Aikido Yoshinkan (養神館, Yōshinkan, lit. House for Cultivating the Spirit) is a style of aikido founded by Gozo Shioda (1915-1994) after World War II.
Yoshinkan Aikido is occasionally called a "hard style" because the training methods are a product of the period of intensive training that Shioda spent as a pre-World War II student of Morihei Ueshiba. It is also generally closer to the original aikijujutsu from which all aikido derives than so-called "soft styles" of aikido, and has sharper, more angular movements. The emphasis placed on correct form in addition to correct flow and timing is also distinctive of Yoshinkan aikido.

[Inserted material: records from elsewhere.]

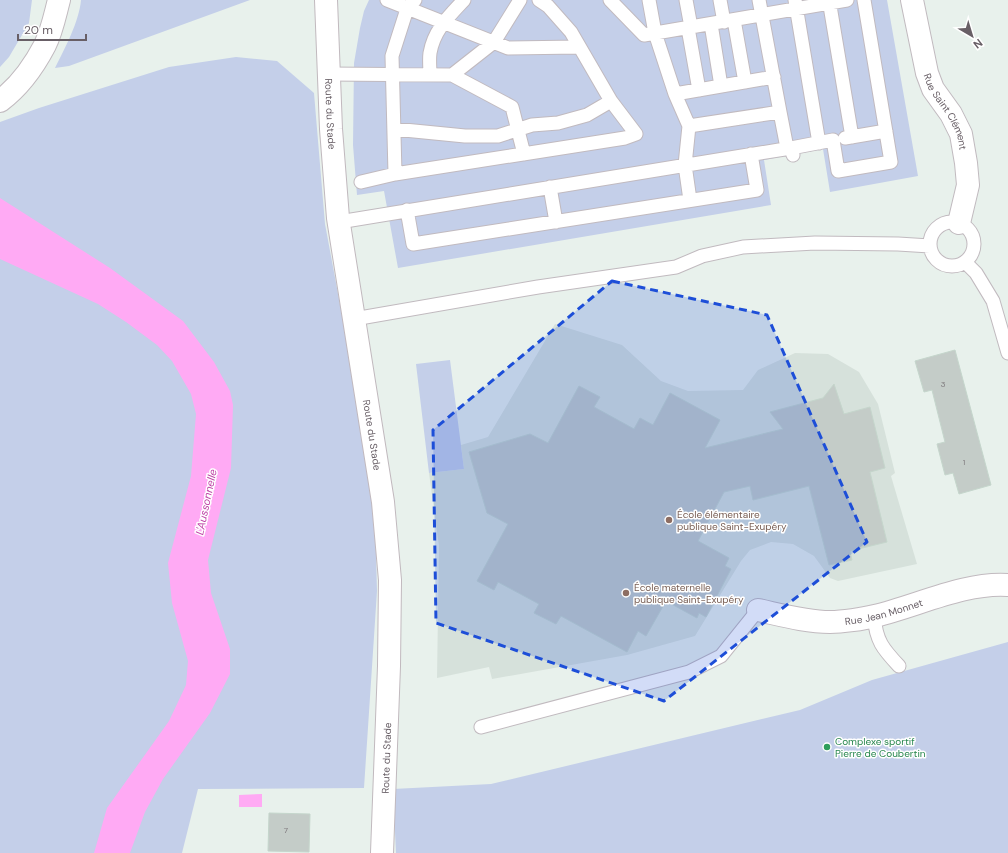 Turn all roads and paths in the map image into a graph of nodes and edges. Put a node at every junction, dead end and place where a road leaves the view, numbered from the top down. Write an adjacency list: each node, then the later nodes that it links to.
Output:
1 (59, 0): 36 (main road)
2 (387, 0): 15 (lane)
3 (464, 0): 21 (lane)
4 (520, 0): 25 (lane)
5 (539, 0): 26 (lane)
6 (610, 0): 17 (lane)
7 (649, 0): 24 (lane)
8 (686, 0): 23 (lane)
9 (720, 0): 20 (lane)
10 (760, 0): 19 (lane)
11 (847, 0): 14 (lane)
12 (864, 0): 42 (lane)
13 (912, 0): 57 (main road, Rue Saint Clément)
14 (829, 1): 16 (lane); 43 (lane)
15 (411, 4): 21 (lane); 28 (lane)
16 (795, 4): 19 (lane); 45 (lane)
17 (618, 5): 24 (lane)
18 (326, 9): 27 (main road, Route du Stade)
19 (762, 14): 20 (lane); 31 (lane)
20 (729, 21): 22 (lane); 32 (lane)
21 (443, 22): 25 (lane); 29 (lane)
22 (711, 24): 23 (lane); 33 (lane)
23 (689, 27): 24 (lane); 34 (lane)
24 (655, 33): 35 (lane)
25 (494, 42): 26 (lane); 30 (lane)
26 (579, 47): 37 (lane)
27 (328, 74): 28 (lane); 55 (main road, Route du Stade)
28 (393, 75): 29 (lane); 40 (lane)
29 (430, 75): 30 (lane)
30 (452, 75): 41 (lane)
31 (774, 77): 32 (lane); 38 (lane)
32 (745, 82): 33 (lane)
33 (721, 86): 34 (lane)
34 (699, 90): 35 (lane)
35 (675, 94): 39 (lane)
36 (0, 101)
37 (611, 102): 41 (lane); 47 (lane)
38 (780, 112): 39 (lane); 46 (lane)
39 (689, 126): 49 (lane)
40 (394, 129): 41 (lane); 50 (lane)
41 (518, 130): 47 (lane)
42 (886, 131): 43 (lane); 44 (lane)
43 (852, 137): 44 (lane)
44 (833, 140): 45 (lane)
45 (819, 143): 46 (lane)
46 (790, 150): 48 (lane)
47 (524, 154): 50 (lane)
48 (751, 154): 49 (lane); 53 (lane)
49 (685, 165): 52 (lane); 53 (lane)
50 (395, 174): 51 (lane)
51 (361, 182)
52 (550, 187): 54 (lane); 56 (lane)
53 (690, 200): 56 (lane)
54 (407, 210): 55 (lane); 56 (lane)
55 (339, 222): 60 (main road, Route du Stade)
56 (556, 222)
57 (959, 223): 58 (lane); 59 (lane)
58 (930, 246): 59 (lane); 60 (lane)
59 (966, 262): 61 (lane)
60 (354, 319): 67 (main road, Route du Stade)
61 (1008, 353)
62 (1008, 585): 64 (main road, Rue Jean Monnet)
63 (758, 610): 64 (main road, Rue Jean Monnet); 66 (lane)
64 (874, 616): 65 (lane)
65 (899, 666)
66 (481, 727)
67 (382, 853)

Yoshinkan Aikido has some 150 basic techniques which are practiced repeatedly: these techniques enable students to master the remaining ones, which total some 3000 overall. Weapons forms are practiced as an adjunct to the open hand techniques. Like many styles of aikido, Yoshinkan eschews competition; instead, it emphasizes self defense applications. Yoshinkan aikido is one of the martial arts taught to the men and women of the Tokyo police.
Distinctively, Yoshinkan places heavy emphasis on basic movements, which are practiced in the form of solo movements or kata. Yoshinkan also emphasizes the importance of kamae, or basic stance, as fundamental to the learning of proper aikido.

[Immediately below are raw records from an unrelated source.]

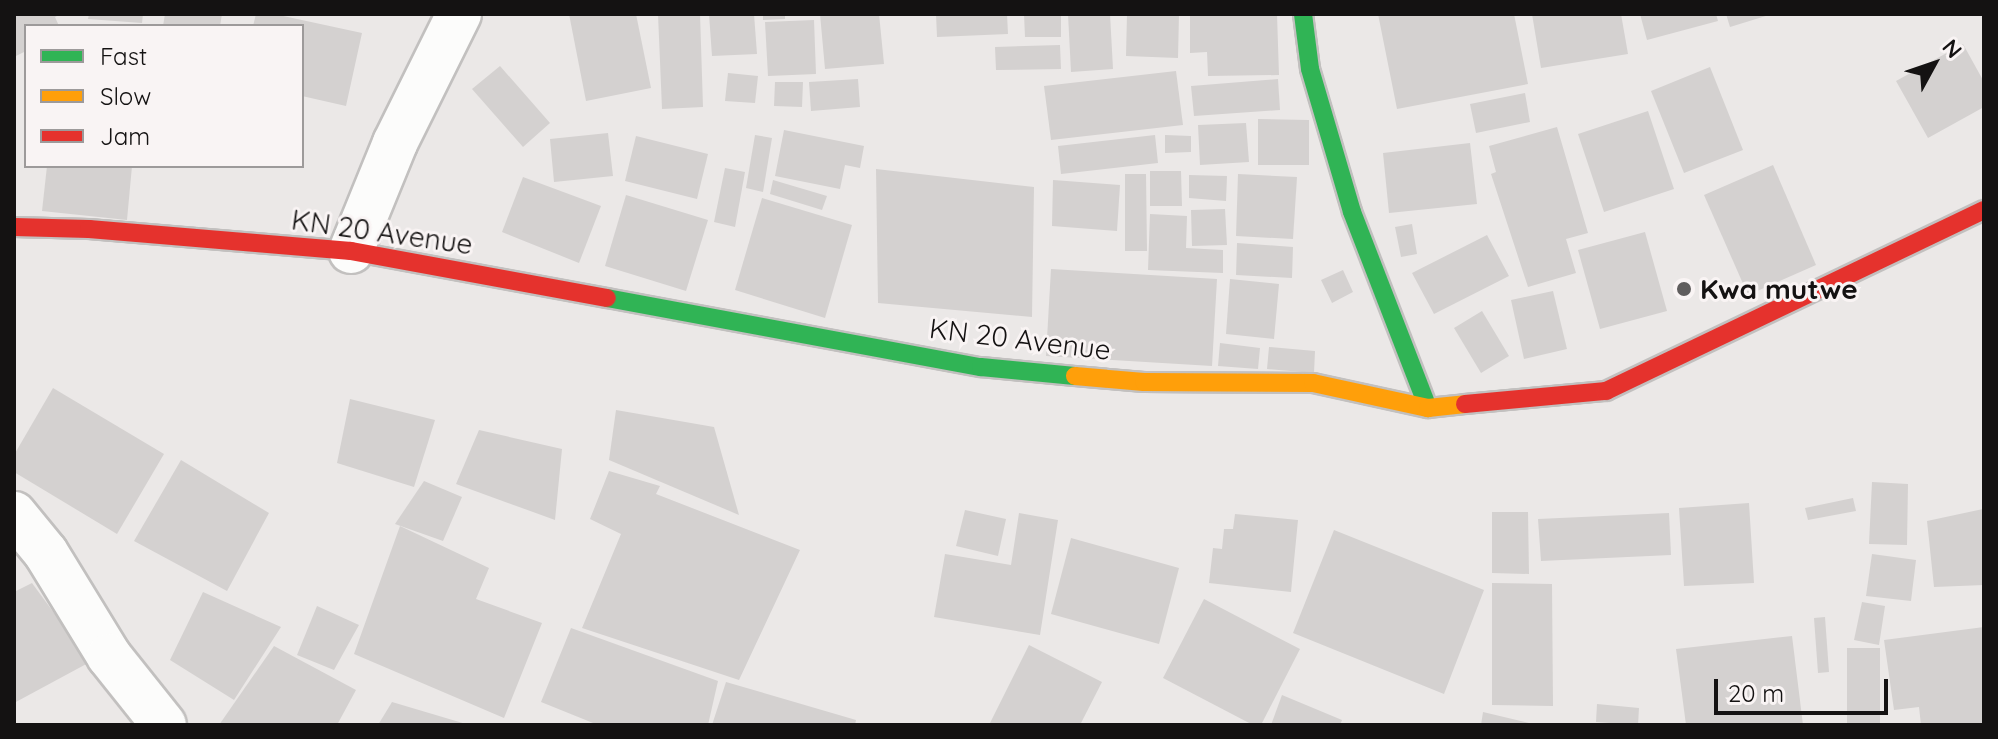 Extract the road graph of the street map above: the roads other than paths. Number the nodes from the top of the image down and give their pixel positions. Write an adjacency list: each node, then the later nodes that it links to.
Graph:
1 (459, 14): 5 (street)
2 (1303, 14): 6 (main road)
3 (1984, 210): 6 (main road, KN 20 Avenue)
4 (14, 227): 5 (main road, KN 20 Avenue)
5 (351, 251): 6 (main road, KN 20 Avenue)
6 (1428, 408)
7 (14, 514): 8 (street)
8 (164, 725)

Hans de Groot has been training in Japanese martial arts for two decades. He began his training in Shotokan Karate with Saeki Sensei of the JKA. He has been training in Yoshinkan Aikido since 1994. His instructors have been T. Kimeda Sensei, C. Johnston Sensei, M. Kimeda Sensei, and B. Rockburn Sensei. In addition, he has participated in training clinics given by Takeno Sensei and Chida Sensei.